▶ Problem to solve
From the listing below, set down exactly each line beginning with the one containing "index dip: (1094, 807)" and ending with the last.

▶ Exercise inputs

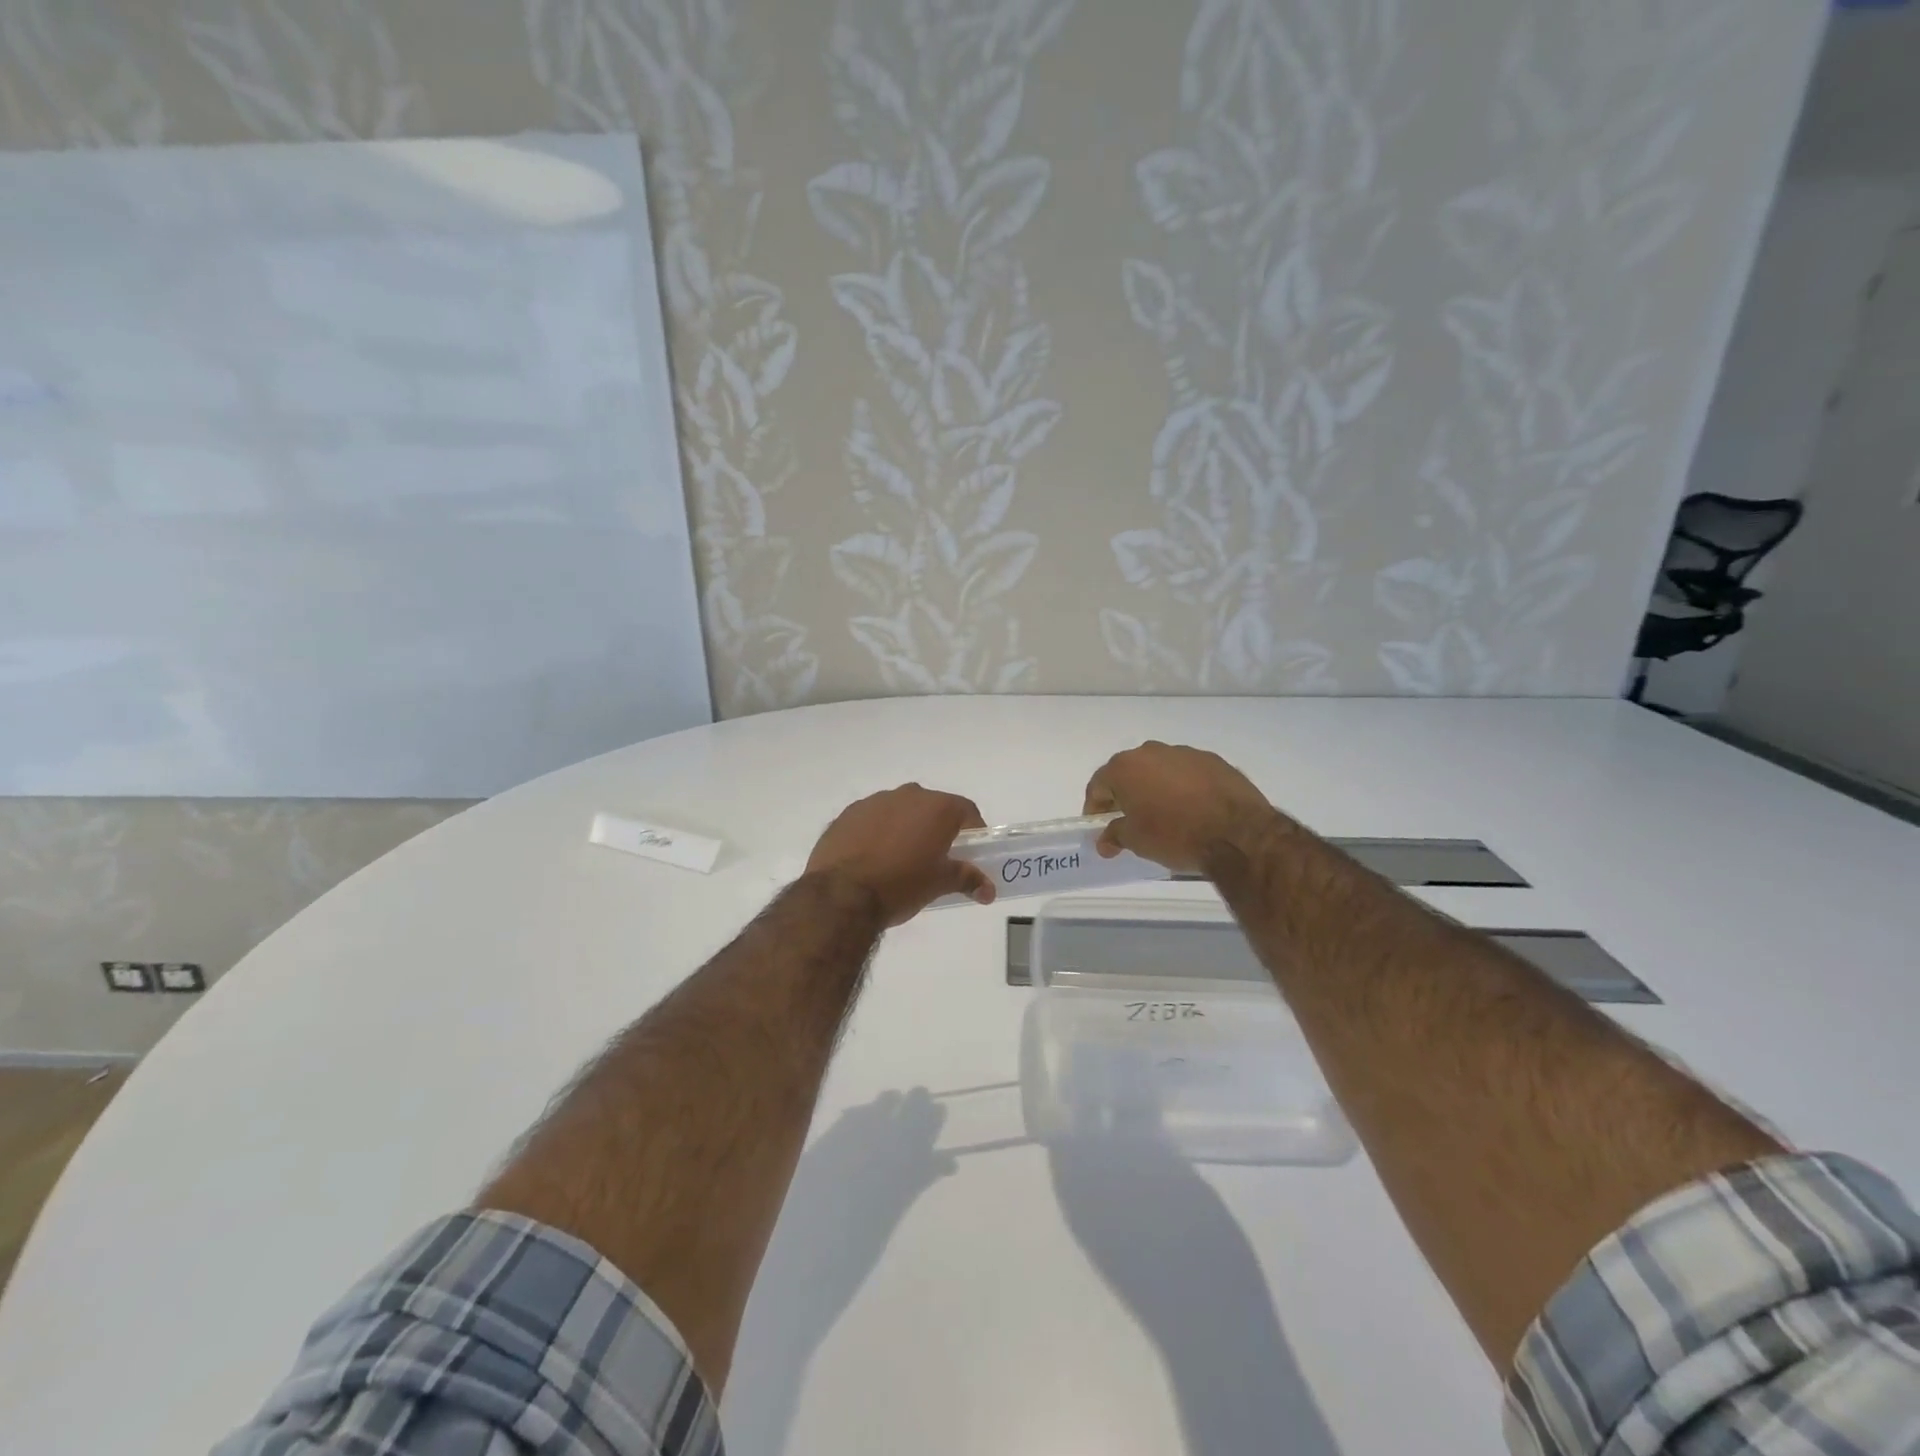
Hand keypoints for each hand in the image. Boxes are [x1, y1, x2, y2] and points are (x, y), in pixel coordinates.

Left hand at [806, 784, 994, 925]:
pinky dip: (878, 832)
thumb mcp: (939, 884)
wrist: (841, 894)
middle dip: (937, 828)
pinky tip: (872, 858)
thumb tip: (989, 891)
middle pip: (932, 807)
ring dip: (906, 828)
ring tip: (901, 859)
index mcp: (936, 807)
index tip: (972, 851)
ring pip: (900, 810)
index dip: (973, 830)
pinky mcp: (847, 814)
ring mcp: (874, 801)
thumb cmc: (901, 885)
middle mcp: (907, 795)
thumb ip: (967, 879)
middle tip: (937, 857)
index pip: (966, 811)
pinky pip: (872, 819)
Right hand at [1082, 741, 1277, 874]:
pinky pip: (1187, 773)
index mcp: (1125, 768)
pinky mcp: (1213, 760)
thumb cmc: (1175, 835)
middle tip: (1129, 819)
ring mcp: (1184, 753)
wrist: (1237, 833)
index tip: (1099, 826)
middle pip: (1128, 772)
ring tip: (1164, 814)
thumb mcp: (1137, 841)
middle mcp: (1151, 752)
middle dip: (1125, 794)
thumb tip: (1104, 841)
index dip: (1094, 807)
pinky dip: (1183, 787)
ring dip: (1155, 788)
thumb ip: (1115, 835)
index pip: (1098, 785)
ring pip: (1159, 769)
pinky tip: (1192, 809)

▶ Written reply
index dip: (1094, 807)
pinky dip: (1183, 787)
ring dip: (1155, 788)
thumb ip: (1115, 835)
index pip: (1098, 785)
ring pip: (1159, 769)
pinky tip: (1192, 809)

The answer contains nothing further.